When people hear we’ve been cruising since we were seven and nine, their questions are often the same-—How can you get a decent education while traveling the world? How do you keep in touch with friends?
Schooling while sailing presents all sorts of obstacles, not the least of which are logistical. We recall three months of math curriculum that was mysteriously consumed by the Egyptian mail service, and another package of coursework that showed up soaking wet. In earlier years, our parents created our lesson plans, but since high school, we’ve been corresponding with a program in New Zealand via an SSB radio connected to our Pactor modem. Online classes are simply not an option.

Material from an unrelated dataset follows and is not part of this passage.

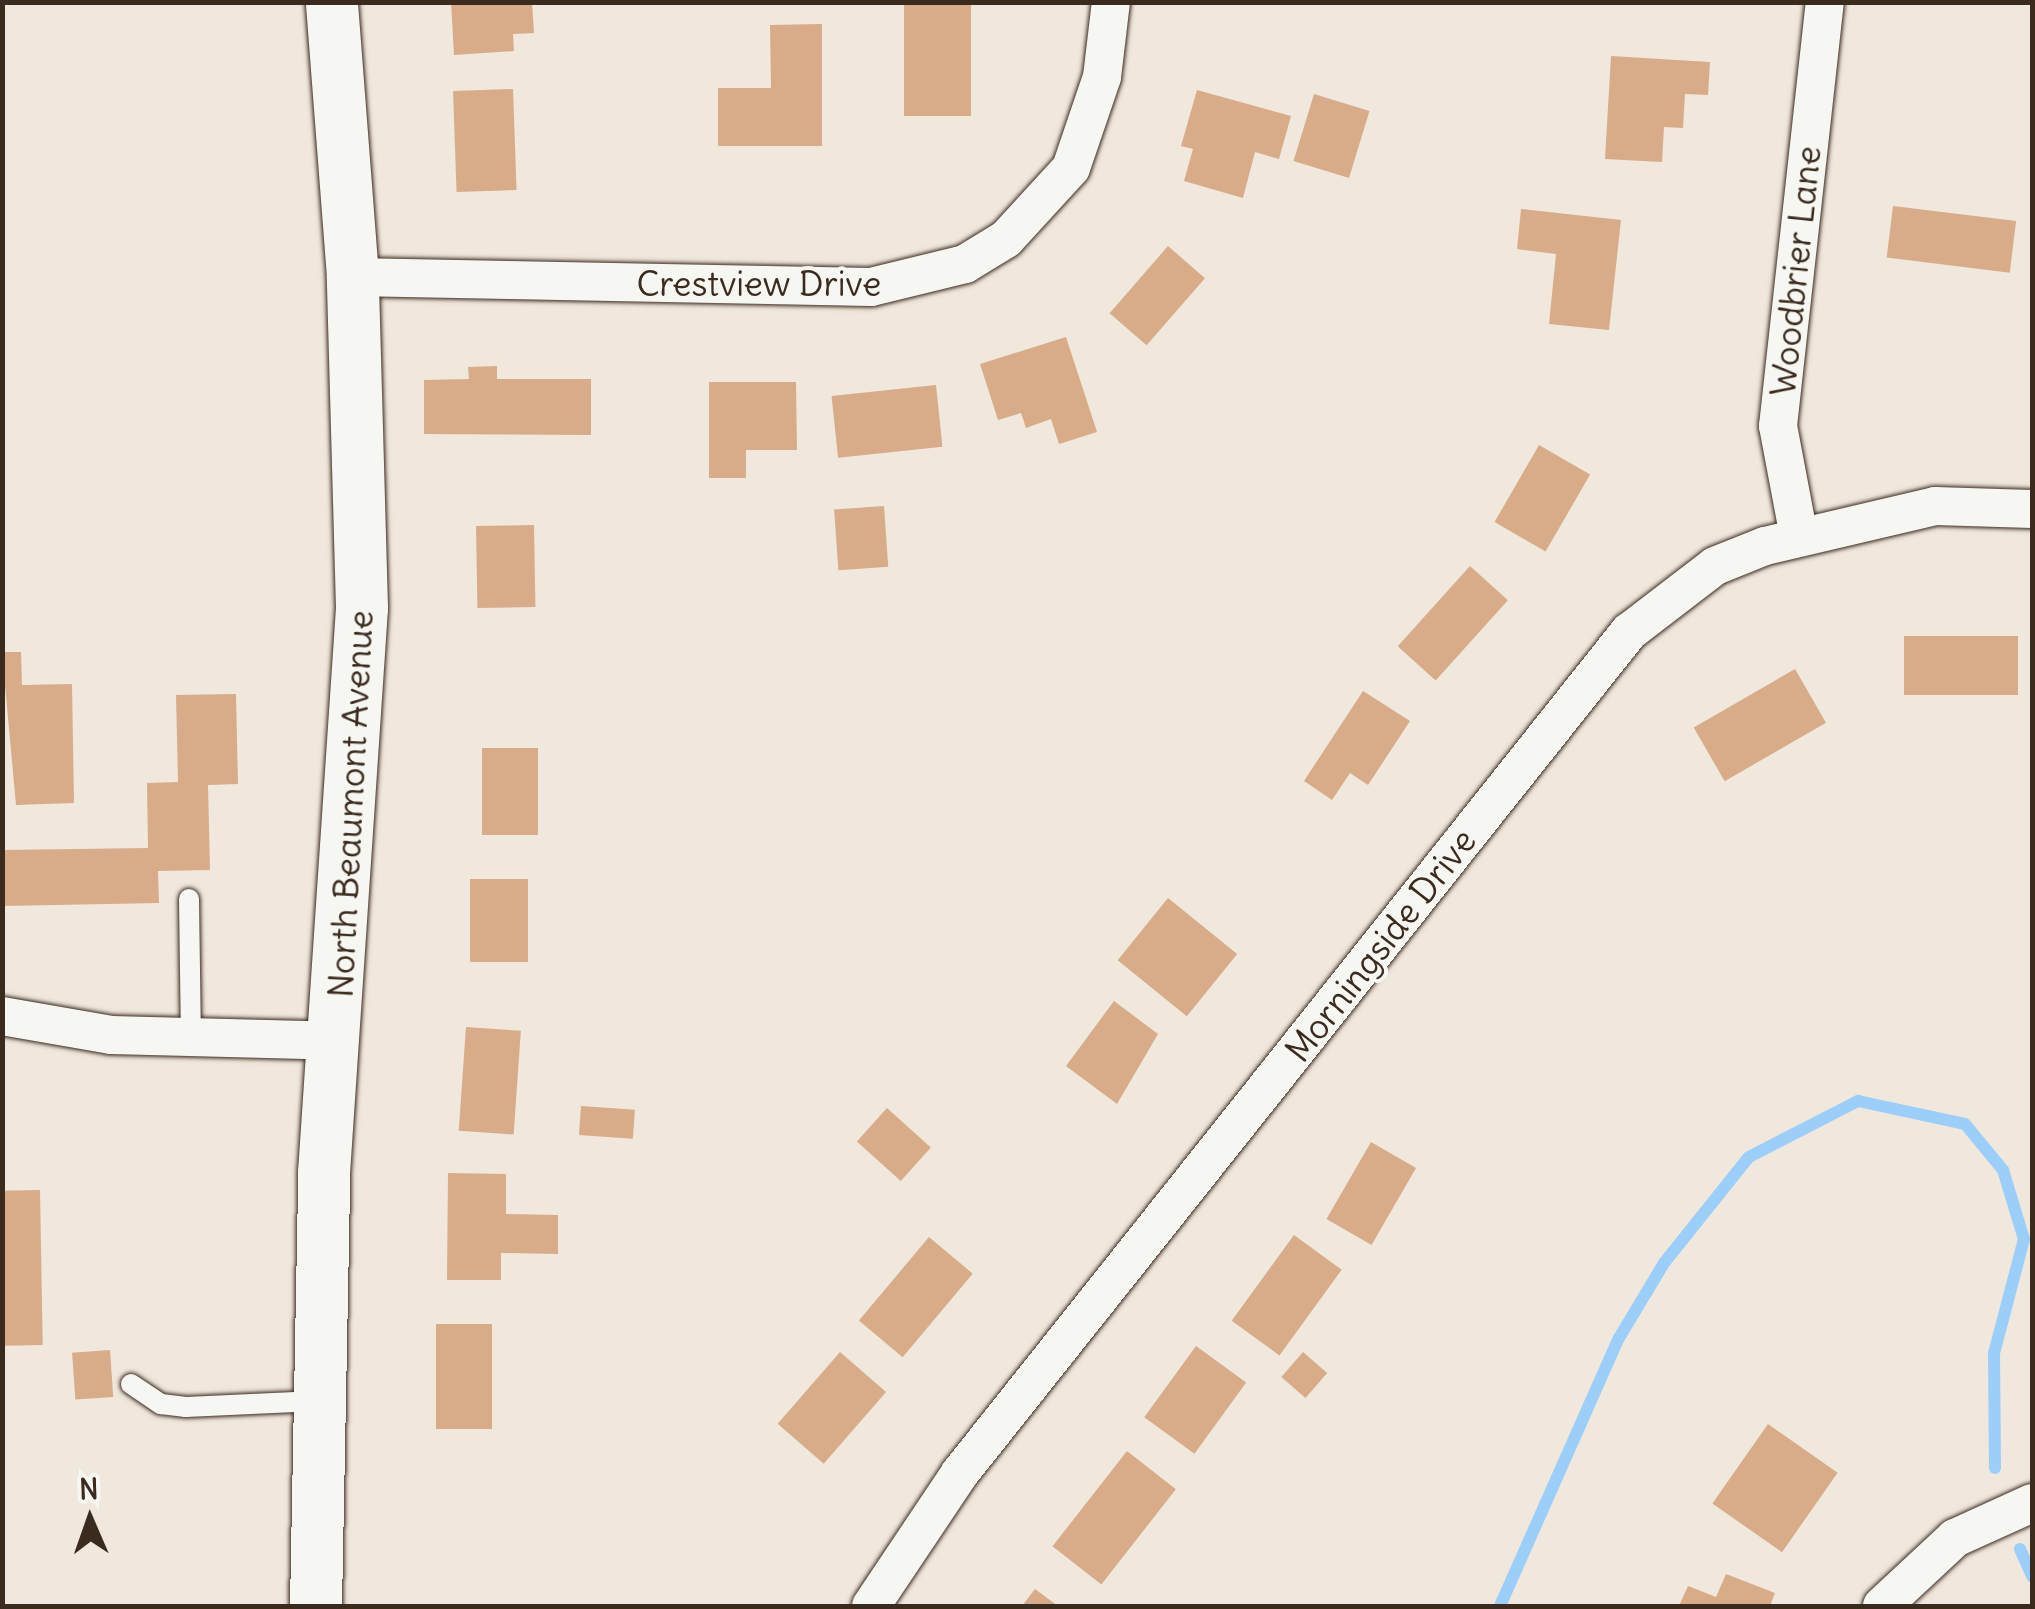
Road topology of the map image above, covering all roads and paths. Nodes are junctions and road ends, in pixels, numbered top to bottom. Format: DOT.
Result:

Transforming the boat into a classroom is a challenge. Imagine trying to maintain neat handwriting while bent over an exam paper in Thailand, layering tea towels over a book so the sweat from your dengue fever won’t soak through. Imagine trying to stay focused on a history lesson scheduled for 1500 to 1800, when a squall hits at 1530 and you have to reset the anchor.
Perhaps the biggest difference is that we don’t have classmates with whom to collaborate or compete. Without this context, it’s easy to feel detached. So we have to set our own pace, be creative with the resources at hand (man, do I miss libraries!) and rely on self-motivation alone.
However, after overcoming the challenges of isolation and technology, of resources and distraction, we have, in fact, been receiving a much richer education than we would in a traditional school. Consider when we sailed across the Indian Ocean in convoy: we stood watches, performed defensive drills and scanned the horizon for heavily armed pirates. During those weeks, it was difficult to take time out for study, but we learned other valuable lessons you would never get from a textbook or in a school.
People also wonder about our relationships, platonic and otherwise. The bottom line is that when cruising, family takes precedence. You live on a boat together and exist as a unit. You get to know your family very well and, because you can’t get away from them, learn how to tolerate their flaws. The cruising lifestyle can make or break families, but for those who work at it, cruising can create a very strong bond.
Friends, on the other hand, present a challenge. The constant moving around means you’re always making new acquaintances, but can rarely keep up with them. The relationships you are able to maintain can become strained because landlubbers don’t realize how much time and effort cruising requires, and they view your lack of correspondence as negligent.
Inviting them to stay on the boat for a week usually resolves this misunderstanding, but keeping in touch never gets easier. Instead, while the boat’s moving, your focus shifts: you keep in contact as best you can, hang out with the locals, and enjoy the moment.
When it comes to dating in the traditional sense, it’s pretty much nonexistent. There are a lucky few who manage to maintain long-distance relationships, but usually, it’s meet, greet and goodbye. And usually, we’re okay with that. Cruising teens realize there’s simply no time for dating, and we often become a lot more confident in ourselves as single people, rather than getting hung up on being part of a couple.
Those on shore seem to have two sorts of opinions about cruising teens—some think we’re lucky to be seeing so much of the world, and some think we should be spending our time with other teenagers, going to school and dating. In reality, we don’t hang out with kids as much, but we are in school and, often, we are dating. Staying in one place would undoubtedly allow for a steadier social routine, but I, personally, am looking forward to seeing Italy.